__PROBLEM DETAILS__:
Reproduce the following entries exactly, leaving nothing out.

────

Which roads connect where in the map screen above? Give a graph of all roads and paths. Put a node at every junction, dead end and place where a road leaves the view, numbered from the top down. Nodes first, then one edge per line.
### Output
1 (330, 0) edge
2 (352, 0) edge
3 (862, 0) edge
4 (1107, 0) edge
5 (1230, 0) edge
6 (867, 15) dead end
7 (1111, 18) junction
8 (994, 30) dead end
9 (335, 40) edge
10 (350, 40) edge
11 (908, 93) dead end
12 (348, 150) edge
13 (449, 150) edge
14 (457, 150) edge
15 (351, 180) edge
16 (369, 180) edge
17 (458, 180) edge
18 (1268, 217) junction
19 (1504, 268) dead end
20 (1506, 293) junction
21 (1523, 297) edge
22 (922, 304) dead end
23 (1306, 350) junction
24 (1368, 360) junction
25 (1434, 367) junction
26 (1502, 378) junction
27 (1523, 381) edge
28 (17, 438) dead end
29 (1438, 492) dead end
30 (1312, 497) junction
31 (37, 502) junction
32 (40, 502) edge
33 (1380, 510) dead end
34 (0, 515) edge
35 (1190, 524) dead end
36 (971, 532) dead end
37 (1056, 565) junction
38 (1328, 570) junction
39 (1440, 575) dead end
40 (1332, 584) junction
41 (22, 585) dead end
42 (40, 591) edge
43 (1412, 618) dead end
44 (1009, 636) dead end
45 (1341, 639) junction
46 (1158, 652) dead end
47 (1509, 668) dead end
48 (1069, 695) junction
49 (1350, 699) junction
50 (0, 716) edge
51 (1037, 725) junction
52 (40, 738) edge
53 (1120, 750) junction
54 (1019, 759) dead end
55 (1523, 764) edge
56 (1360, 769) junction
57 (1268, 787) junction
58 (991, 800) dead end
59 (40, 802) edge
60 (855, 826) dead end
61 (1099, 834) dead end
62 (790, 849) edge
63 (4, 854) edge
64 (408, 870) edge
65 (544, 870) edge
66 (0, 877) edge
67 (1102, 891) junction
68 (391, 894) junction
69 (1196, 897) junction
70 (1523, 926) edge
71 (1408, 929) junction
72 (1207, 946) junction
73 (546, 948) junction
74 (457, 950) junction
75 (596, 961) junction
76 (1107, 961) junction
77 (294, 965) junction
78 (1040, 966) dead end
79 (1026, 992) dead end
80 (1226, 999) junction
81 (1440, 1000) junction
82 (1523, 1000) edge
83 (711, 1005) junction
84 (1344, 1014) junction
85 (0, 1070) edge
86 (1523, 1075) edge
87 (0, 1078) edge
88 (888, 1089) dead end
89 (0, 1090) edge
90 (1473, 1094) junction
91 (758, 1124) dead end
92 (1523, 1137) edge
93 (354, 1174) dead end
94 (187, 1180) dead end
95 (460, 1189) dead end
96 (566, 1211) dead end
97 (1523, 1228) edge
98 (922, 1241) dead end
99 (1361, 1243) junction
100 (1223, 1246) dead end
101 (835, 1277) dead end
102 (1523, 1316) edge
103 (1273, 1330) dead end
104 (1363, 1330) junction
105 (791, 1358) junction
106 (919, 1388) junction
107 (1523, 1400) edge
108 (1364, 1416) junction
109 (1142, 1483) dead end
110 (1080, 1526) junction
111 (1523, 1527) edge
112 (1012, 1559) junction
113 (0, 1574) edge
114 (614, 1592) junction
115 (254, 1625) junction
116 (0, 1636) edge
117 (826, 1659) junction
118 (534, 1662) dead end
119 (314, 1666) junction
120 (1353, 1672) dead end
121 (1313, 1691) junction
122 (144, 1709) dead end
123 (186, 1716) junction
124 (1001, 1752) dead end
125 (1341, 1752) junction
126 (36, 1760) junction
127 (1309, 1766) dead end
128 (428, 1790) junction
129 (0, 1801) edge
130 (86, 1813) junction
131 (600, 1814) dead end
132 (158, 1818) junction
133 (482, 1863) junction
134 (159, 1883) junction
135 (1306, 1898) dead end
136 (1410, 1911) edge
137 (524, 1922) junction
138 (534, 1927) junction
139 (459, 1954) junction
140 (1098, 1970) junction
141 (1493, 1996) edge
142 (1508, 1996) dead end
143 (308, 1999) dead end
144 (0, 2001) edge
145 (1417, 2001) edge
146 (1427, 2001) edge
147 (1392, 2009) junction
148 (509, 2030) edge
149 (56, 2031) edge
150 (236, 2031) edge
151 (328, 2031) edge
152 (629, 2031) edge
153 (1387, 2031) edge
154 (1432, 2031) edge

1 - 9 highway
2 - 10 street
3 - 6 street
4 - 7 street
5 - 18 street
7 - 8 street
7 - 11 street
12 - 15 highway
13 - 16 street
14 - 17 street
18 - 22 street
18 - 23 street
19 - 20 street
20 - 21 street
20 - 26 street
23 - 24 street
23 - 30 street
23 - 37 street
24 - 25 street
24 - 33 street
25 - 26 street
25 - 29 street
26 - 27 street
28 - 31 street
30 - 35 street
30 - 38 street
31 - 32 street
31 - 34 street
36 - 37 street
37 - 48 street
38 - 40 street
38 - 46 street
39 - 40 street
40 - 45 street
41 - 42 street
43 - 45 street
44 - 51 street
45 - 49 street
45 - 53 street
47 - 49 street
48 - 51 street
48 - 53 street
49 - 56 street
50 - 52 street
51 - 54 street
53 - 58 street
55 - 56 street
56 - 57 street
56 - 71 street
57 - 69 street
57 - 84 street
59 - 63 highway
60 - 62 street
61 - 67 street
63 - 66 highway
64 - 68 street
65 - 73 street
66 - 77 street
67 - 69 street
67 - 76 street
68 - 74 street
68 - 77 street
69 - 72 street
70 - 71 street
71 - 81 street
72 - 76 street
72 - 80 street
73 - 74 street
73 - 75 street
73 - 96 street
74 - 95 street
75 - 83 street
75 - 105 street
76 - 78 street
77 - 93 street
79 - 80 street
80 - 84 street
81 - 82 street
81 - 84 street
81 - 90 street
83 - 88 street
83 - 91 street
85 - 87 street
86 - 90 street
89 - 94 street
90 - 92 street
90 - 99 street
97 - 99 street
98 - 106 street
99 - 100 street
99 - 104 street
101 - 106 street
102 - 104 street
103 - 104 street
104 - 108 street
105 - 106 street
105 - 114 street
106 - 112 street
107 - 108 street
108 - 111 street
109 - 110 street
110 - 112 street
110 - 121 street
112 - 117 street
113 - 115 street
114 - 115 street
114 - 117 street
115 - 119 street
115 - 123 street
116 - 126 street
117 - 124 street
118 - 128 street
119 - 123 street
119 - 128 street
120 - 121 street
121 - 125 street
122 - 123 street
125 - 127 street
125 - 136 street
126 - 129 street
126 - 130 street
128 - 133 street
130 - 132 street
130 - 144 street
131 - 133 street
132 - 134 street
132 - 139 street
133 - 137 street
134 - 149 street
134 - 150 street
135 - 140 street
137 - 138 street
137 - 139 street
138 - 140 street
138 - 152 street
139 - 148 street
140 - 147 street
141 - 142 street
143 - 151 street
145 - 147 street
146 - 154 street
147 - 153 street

────

__RESPONSE BOX__:
Which roads connect where in the map screen above? Give a graph of all roads and paths. Put a node at every junction, dead end and place where a road leaves the view, numbered from the top down. Nodes first, then one edge per line.
### Output
1 (330, 0) edge
2 (352, 0) edge
3 (862, 0) edge
4 (1107, 0) edge
5 (1230, 0) edge
6 (867, 15) dead end
7 (1111, 18) junction
8 (994, 30) dead end
9 (335, 40) edge
10 (350, 40) edge
11 (908, 93) dead end
12 (348, 150) edge
13 (449, 150) edge
14 (457, 150) edge
15 (351, 180) edge
16 (369, 180) edge
17 (458, 180) edge
18 (1268, 217) junction
19 (1504, 268) dead end
20 (1506, 293) junction
21 (1523, 297) edge
22 (922, 304) dead end
23 (1306, 350) junction
24 (1368, 360) junction
25 (1434, 367) junction
26 (1502, 378) junction
27 (1523, 381) edge
28 (17, 438) dead end
29 (1438, 492) dead end
30 (1312, 497) junction
31 (37, 502) junction
32 (40, 502) edge
33 (1380, 510) dead end
34 (0, 515) edge
35 (1190, 524) dead end
36 (971, 532) dead end
37 (1056, 565) junction
38 (1328, 570) junction
39 (1440, 575) dead end
40 (1332, 584) junction
41 (22, 585) dead end
42 (40, 591) edge
43 (1412, 618) dead end
44 (1009, 636) dead end
45 (1341, 639) junction
46 (1158, 652) dead end
47 (1509, 668) dead end
48 (1069, 695) junction
49 (1350, 699) junction
50 (0, 716) edge
51 (1037, 725) junction
52 (40, 738) edge
53 (1120, 750) junction
54 (1019, 759) dead end
55 (1523, 764) edge
56 (1360, 769) junction
57 (1268, 787) junction
58 (991, 800) dead end
59 (40, 802) edge
60 (855, 826) dead end
61 (1099, 834) dead end
62 (790, 849) edge
63 (4, 854) edge
64 (408, 870) edge
65 (544, 870) edge
66 (0, 877) edge
67 (1102, 891) junction
68 (391, 894) junction
69 (1196, 897) junction
70 (1523, 926) edge
71 (1408, 929) junction
72 (1207, 946) junction
73 (546, 948) junction
74 (457, 950) junction
75 (596, 961) junction
76 (1107, 961) junction
77 (294, 965) junction
78 (1040, 966) dead end
79 (1026, 992) dead end
80 (1226, 999) junction
81 (1440, 1000) junction
82 (1523, 1000) edge
83 (711, 1005) junction
84 (1344, 1014) junction
85 (0, 1070) edge
86 (1523, 1075) edge
87 (0, 1078) edge
88 (888, 1089) dead end
89 (0, 1090) edge
90 (1473, 1094) junction
91 (758, 1124) dead end
92 (1523, 1137) edge
93 (354, 1174) dead end
94 (187, 1180) dead end
95 (460, 1189) dead end
96 (566, 1211) dead end
97 (1523, 1228) edge
98 (922, 1241) dead end
99 (1361, 1243) junction
100 (1223, 1246) dead end
101 (835, 1277) dead end
102 (1523, 1316) edge
103 (1273, 1330) dead end
104 (1363, 1330) junction
105 (791, 1358) junction
106 (919, 1388) junction
107 (1523, 1400) edge
108 (1364, 1416) junction
109 (1142, 1483) dead end
110 (1080, 1526) junction
111 (1523, 1527) edge
112 (1012, 1559) junction
113 (0, 1574) edge
114 (614, 1592) junction
115 (254, 1625) junction
116 (0, 1636) edge
117 (826, 1659) junction
118 (534, 1662) dead end
119 (314, 1666) junction
120 (1353, 1672) dead end
121 (1313, 1691) junction
122 (144, 1709) dead end
123 (186, 1716) junction
124 (1001, 1752) dead end
125 (1341, 1752) junction
126 (36, 1760) junction
127 (1309, 1766) dead end
128 (428, 1790) junction
129 (0, 1801) edge
130 (86, 1813) junction
131 (600, 1814) dead end
132 (158, 1818) junction
133 (482, 1863) junction
134 (159, 1883) junction
135 (1306, 1898) dead end
136 (1410, 1911) edge
137 (524, 1922) junction
138 (534, 1927) junction
139 (459, 1954) junction
140 (1098, 1970) junction
141 (1493, 1996) edge
142 (1508, 1996) dead end
143 (308, 1999) dead end
144 (0, 2001) edge
145 (1417, 2001) edge
146 (1427, 2001) edge
147 (1392, 2009) junction
148 (509, 2030) edge
149 (56, 2031) edge
150 (236, 2031) edge
151 (328, 2031) edge
152 (629, 2031) edge
153 (1387, 2031) edge
154 (1432, 2031) edge

1 - 9 highway
2 - 10 street
3 - 6 street
4 - 7 street
5 - 18 street
7 - 8 street
7 - 11 street
12 - 15 highway
13 - 16 street
14 - 17 street
18 - 22 street
18 - 23 street
19 - 20 street
20 - 21 street
20 - 26 street
23 - 24 street
23 - 30 street
23 - 37 street
24 - 25 street
24 - 33 street
25 - 26 street
25 - 29 street
26 - 27 street
28 - 31 street
30 - 35 street
30 - 38 street
31 - 32 street
31 - 34 street
36 - 37 street
37 - 48 street
38 - 40 street
38 - 46 street
39 - 40 street
40 - 45 street
41 - 42 street
43 - 45 street
44 - 51 street
45 - 49 street
45 - 53 street
47 - 49 street
48 - 51 street
48 - 53 street
49 - 56 street
50 - 52 street
51 - 54 street
53 - 58 street
55 - 56 street
56 - 57 street
56 - 71 street
57 - 69 street
57 - 84 street
59 - 63 highway
60 - 62 street
61 - 67 street
63 - 66 highway
64 - 68 street
65 - 73 street
66 - 77 street
67 - 69 street
67 - 76 street
68 - 74 street
68 - 77 street
69 - 72 street
70 - 71 street
71 - 81 street
72 - 76 street
72 - 80 street
73 - 74 street
73 - 75 street
73 - 96 street
74 - 95 street
75 - 83 street
75 - 105 street
76 - 78 street
77 - 93 street
79 - 80 street
80 - 84 street
81 - 82 street
81 - 84 street
81 - 90 street
83 - 88 street
83 - 91 street
85 - 87 street
86 - 90 street
89 - 94 street
90 - 92 street
90 - 99 street
97 - 99 street
98 - 106 street
99 - 100 street
99 - 104 street
101 - 106 street
102 - 104 street
103 - 104 street
104 - 108 street
105 - 106 street
105 - 114 street
106 - 112 street
107 - 108 street
108 - 111 street
109 - 110 street
110 - 112 street
110 - 121 street
112 - 117 street
113 - 115 street
114 - 115 street
114 - 117 street
115 - 119 street
115 - 123 street
116 - 126 street
117 - 124 street
118 - 128 street
119 - 123 street
119 - 128 street
120 - 121 street
121 - 125 street
122 - 123 street
125 - 127 street
125 - 136 street
126 - 129 street
126 - 130 street
128 - 133 street
130 - 132 street
130 - 144 street
131 - 133 street
132 - 134 street
132 - 139 street
133 - 137 street
134 - 149 street
134 - 150 street
135 - 140 street
137 - 138 street
137 - 139 street
138 - 140 street
138 - 152 street
139 - 148 street
140 - 147 street
141 - 142 street
143 - 151 street
145 - 147 street
146 - 154 street
147 - 153 street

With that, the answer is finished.